Backtesting Introduction

There are entire books and excellent blog posts dedicated to backtesting. I won't regurgitate the content from these resources, however I would like to add some context to this project. I will review some of the basics of backtesting touch on points that will become important as I build the options backtesting system.

Backtesting Introduction

In the most general sense, backtesting refers to testing the results of a predictive model using historic data. Algorithmic traders use backtesting to validate that their strategy can make money. Naively, traders may consider a backtest a good indicator of future performance. While this may be the case, there are many things that need to be considered when building a backtest. If you are skilled (or lucky) enough to find edge systematically with your trading model, that edge can erode quickly due to market regime changes or other traders chasing the same methods. That means, it is important to continuously refine the backtest through time. There are many reasons to backtest a trading strategy. Backtesting provides a way to filter trading strategies under consideration, make adjustments and refinements to the trading model (and even find model errors), and get an idea of optimal parameter values (discussed below).

Backtesting can be as simple or as complex as the trader is willing to make it. On one hand, you can use a simple tool like ETF Replay. In the free version, you can select a portfolio of ETFs, their weights, and rebalance schedule and see how the portfolio would have performed through time. In this backtest, the ETF weights and rebalance period are the parameters to the simple predictive model. On the other hand, you can build robust, completely customized strategies with tools like Quantopian. Finally, you can use off the shelf tools like Trade Station which do most the heavy lifting for you.

As I discussed in my previous post, most backtesting software focusses on equities and futures which is why I'm building my own. Like any scientific endeavor, there are many considerations.

Data Quality

Data quality is one of the most important part of any statistical test. Backtesting a trading strategy is no different. Whether you're running an ultra low latency statistical arbitrage strategy or you're Warren Buffet, you need good quality data against which to run your models and make decision. I'll be discussing data and data quality in more detail in future posts.

Training and Testing (i.e. in Sample and Out of Sample)

As I'll discuss below, most trading models have parameters to be optimized. It is important to break the time series data into separate groups. The first group is called the training set (or in sample data) and the second group is called the test set (or out of sample data). Quite simply, most systems will use the training set to optimize the model parameters. The second set is then used to determine how well the model performs with those optimized parameters.

Backtesting introduction. Training set and test set.

Training set and test set.

This process is more an art than a science but there are some rules of thumb. Generally, 70-75% of the data is held back for the training set while the remainder is used for the test set. This becomes a challenge even in the "simple" case of using persistent securities like equities. For example, if you're backtesting a weighting scheme with 10 securities and one goes bankrupt (effectively disappears), your data needs to account for a portion of the portfolio going to zero. Even with futures, backtesting often uses continuous adjusted prices to account for contango or backwardation in rolling the contracts during maturity. In the case of options, securities disappear regularly during expiration. Consider a calendar spread (position composed of two options with the same strikes but differing expiration dates), you can't very well split your data series into train and test data between the two expirations.

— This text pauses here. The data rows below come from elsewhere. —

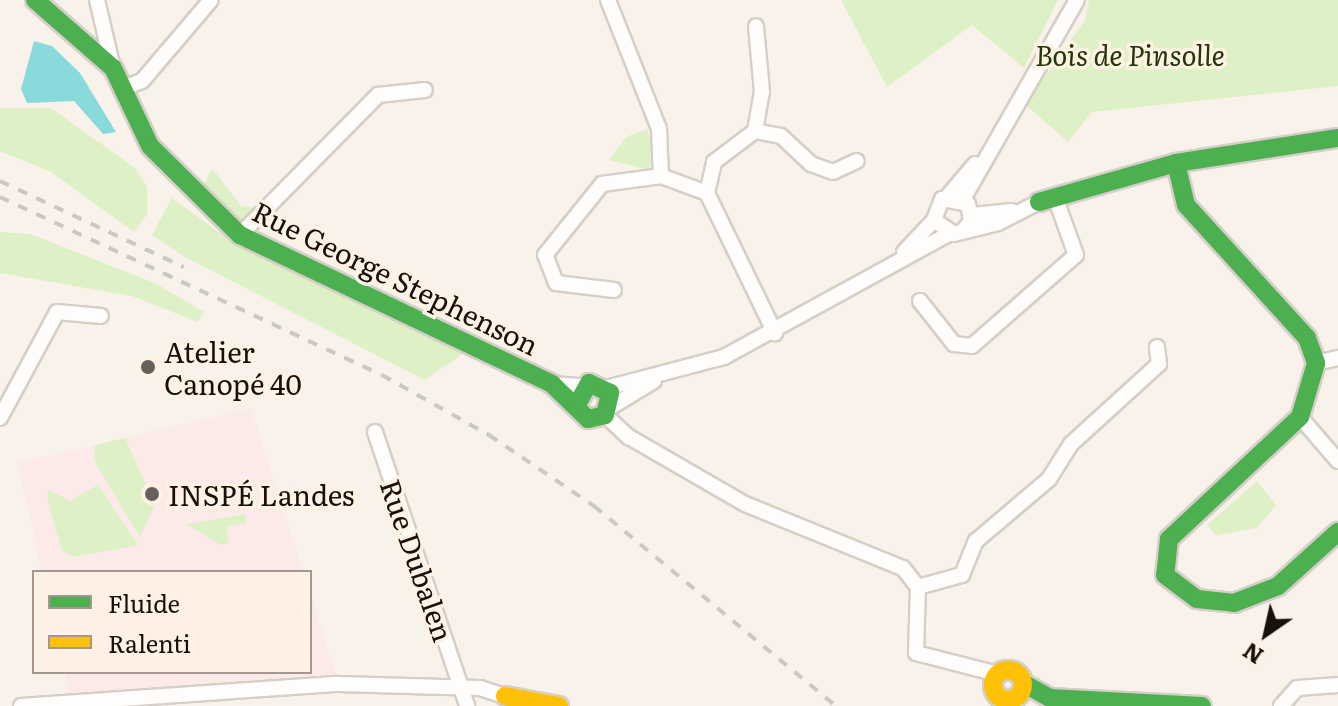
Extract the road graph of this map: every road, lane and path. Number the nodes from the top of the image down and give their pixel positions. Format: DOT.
graph roads {
  1 [pos="35,0"];
  2 [pos="97,0"];
  3 [pos="211,0"];
  4 [pos="608,0"];
  5 [pos="1077,0"];
  6 [pos="756,26"];
  7 [pos="113,68"];
  8 [pos="121,89"];
  9 [pos="425,90"];
  10 [pos="755,131"];
  11 [pos="1338,138"];
  12 [pos="857,161"];
  13 [pos="1176,163"];
  14 [pos="661,176"];
  15 [pos="707,193"];
  16 [pos="956,198"];
  17 [pos="1047,200"];
  18 [pos="972,215"];
  19 [pos="934,220"];
  20 [pos="956,233"];
  21 [pos="240,235"];
  22 [pos="855,289"];
  23 [pos="614,290"];
  24 [pos="920,301"];
  25 [pos="101,316"];
  26 [pos="775,333"];
  27 [pos="1157,347"];
  28 [pos="1338,358"];
  29 [pos="1316,363"];
  30 [pos="671,371"];
  31 [pos="552,384"];
  32 [pos="583,386"];
  33 [pos="606,388"];
  34 [pos="576,406"];
  35 [pos="608,411"];
  36 [pos="1300,417"];
  37 [pos="0,418"];
  38 [pos="375,432"];
  39 [pos="1338,461"];
  40 [pos="1338,532"];
  41 [pos="918,587"];
  42 [pos="1338,685"];
  43 [pos="457,688"];
  44 [pos="997,690"];
  45 [pos="497,701"];
  46 [pos="21,706"];
  47 [pos="467,706"];
  48 [pos="559,706"];
  49 [pos="1202,706"];
  50 [pos="1281,706"];
  1 -- 7 [label="street, Rue George Stephenson"];
  2 -- 7 [label="street"];
  3 -- 8 [label="street"];
  4 -- 14 [label="street"];
  5 -- 16 [label="street"];
  6 -- 10 [label="street"];
  7 -- 8 [label="street, Rue George Stephenson"];
  8 -- 21 [label="street, Rue George Stephenson"];
  9 -- 21 [label="street"];
  10 -- 12 [label="street"];
  10 -- 15 [label="street"];
  11 -- 13 [label="street"];
  13 -- 17 [label="street"];
  13 -- 29 [label="street"];
  14 -- 15 [label="street"];
  14 -- 23 [label="street"];
  15 -- 26 [label="street"];
  16 -- 18 [label="street"];
  16 -- 19 [label="street"];
  17 -- 18 [label="street"];
  17 -- 20 [label="street"];
  17 -- 24 [label="street"];
  18 -- 20 [label="street"];
  19 -- 20 [label="street"];
  19 -- 22 [label="street"];
  20 -- 22 [label="street"];
  21 -- 31 [label="street, Rue George Stephenson"];
  22 -- 26 [label="street"];
  25 -- 37 [label="street"];
  26 -- 30 [label="street"];
  27 -- 41 [label="street"];
  28 -- 29 [label="street"];
  29 -- 36 [label="street"];
  30 -- 33 [label="street"];
  30 -- 35 [label="street"];
  31 -- 32 [label="street, Rue George Stephenson"];
  31 -- 34 [label="street, Rue George Stephenson"];
  32 -- 33 [label="street"];
  32 -- 34 [label="street"];
  33 -- 35 [label="street"];
  34 -- 35 [label="street"];
  35 -- 41 [label="street"];
  36 -- 39 [label="street"];
  36 -- 40 [label="street"];
  38 -- 43 [label="street, Rue Dubalen"];
  41 -- 44 [label="street"];
  42 -- 50 [label="street"];
  43 -- 45 [label="street"];
  43 -- 46 [label="street"];
  43 -- 47 [label="street, Rue Dubalen"];
  44 -- 49 [label="street"];
  45 -- 48 [label="street"];
}
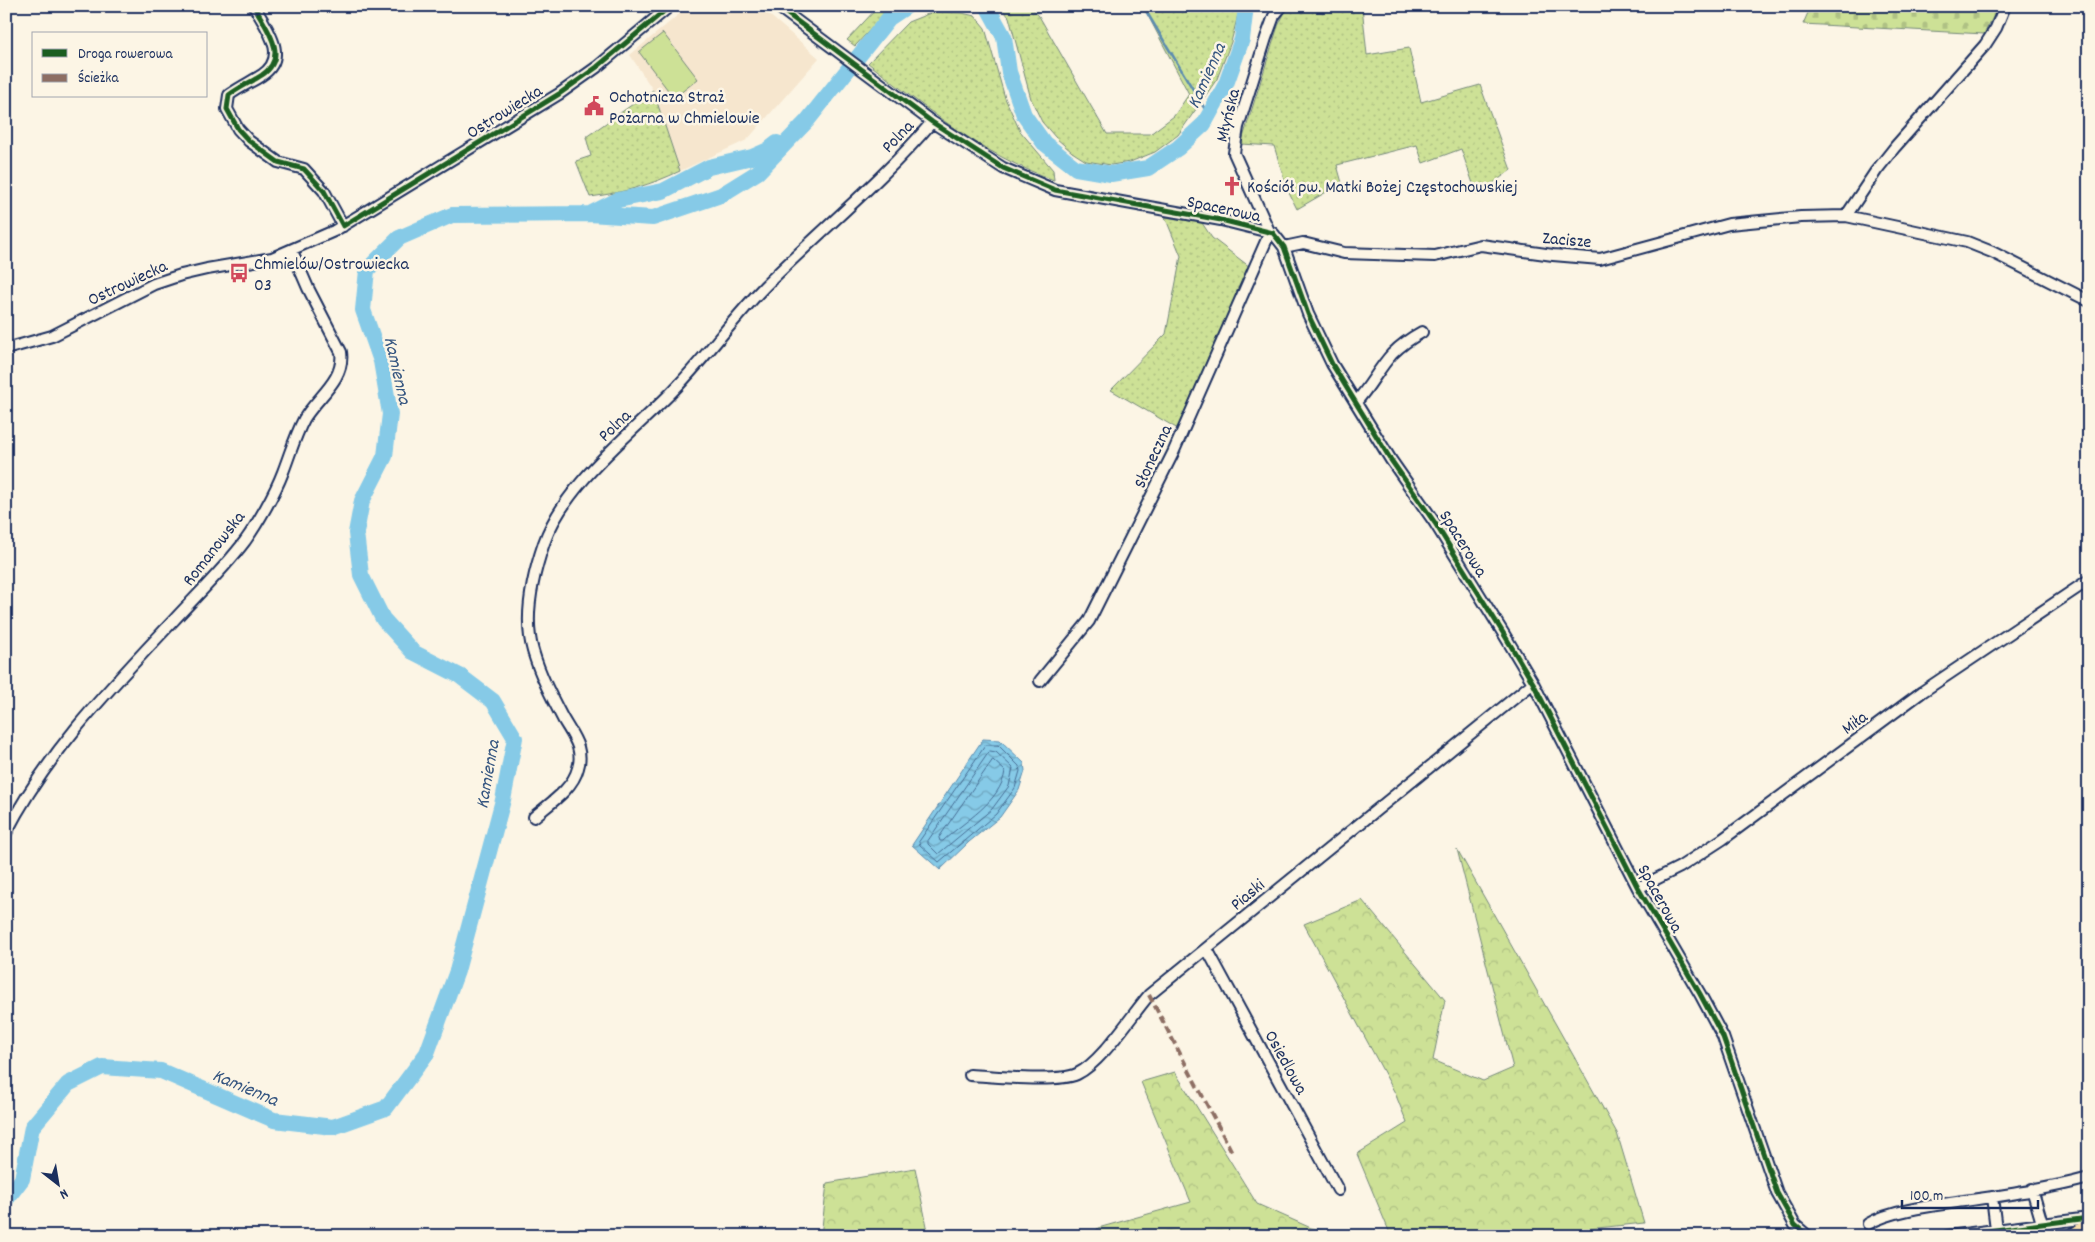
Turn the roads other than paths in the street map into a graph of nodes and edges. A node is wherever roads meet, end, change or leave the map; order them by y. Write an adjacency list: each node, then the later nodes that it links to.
1 (254, 6): 8 (street)
2 (670, 6): 8 (street, Ostrowiecka)
3 (777, 6): 6 (street, Spacerowa)
4 (1282, 6): 9 (street, Młyńska)
5 (2005, 6): 7 (street)
6 (932, 122): 9 (street, Spacerowa); 19 (street, Polna)
7 (1846, 216): 10 (street, Zacisze); 12 (street, Zacisze)
8 (343, 226): 11 (street, Ostrowiecka)
9 (1269, 231): 10 (street, Spacerowa); 17 (street, Słoneczna)
10 (1284, 248): 15 (street, Spacerowa)
11 (292, 251): 14 (street, Ostrowiecka); 20 (street, Romanowska)
12 (2089, 301)
13 (1422, 332): 15 (street)
14 (6, 349)
15 (1356, 402): 18 (street, Spacerowa)
16 (2089, 580): 21 (street, Miła)
17 (1040, 681)
18 (1533, 683): 21 (street, Spacerowa); 22 (street, Piaski)
19 (534, 817)
20 (6, 833)
21 (1638, 888): 33 (street, Spacerowa)
22 (1207, 949): 23 (street, Piaski); 26 (street, Osiedlowa)
23 (970, 1075)
24 (2089, 1178): 25 (street)
25 (2032, 1189): 27 (street); 30 (street)
26 (1338, 1190)
27 (1992, 1197): 29 (street); 32 (street)
28 (2089, 1218): 30 (street)
29 (1868, 1224)
30 (2042, 1224): 32 (street)
31 (2089, 1224): 35 (main road)
32 (1996, 1229): 34 (street)
33 (1808, 1236)
34 (1948, 1236)
35 (2072, 1236)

Despite the challenges, training and testing data at crucial. One technique discussed in "Building Winning Algorithmic Trading Systems: A Trader's Journey From Data Mining to Monte Carlo Simulation to Live" by Kevin Davey is walk forward optimization. There are few ways to do it, but in essence you split your data into train and test sets, then slide your training data forward through each iteration recording the optimal parameter values as you go. Approaches differ in what final parameter values to use, but I would suggest first building a distribution of the values and taking the mean. Building a distribution will give you an idea of how stable the parameters are through time.

Backtesting introduction. Walk forward testing.

Walk forward testing.

Again, there is an excellent discussion on walk forward testing in Kevin Davey's book. I will strive to use this method in my system.

Parameter Optimization and Curve Fitting

Most training systems have parameters that are optimized optimized. As I alluded to above, this means the backtest is run over and over again until the parameters which result in some optimal metric (such as profit) are found. Usually, the optimization problem seeks the highest Sharpe Ratio which is a common performance metric. In more advanced tests you may seek to minimize drawdown or a volatility estimator. Naive optimization often leads to curve fitting and performs poorly in out of sample tests which I discuss below.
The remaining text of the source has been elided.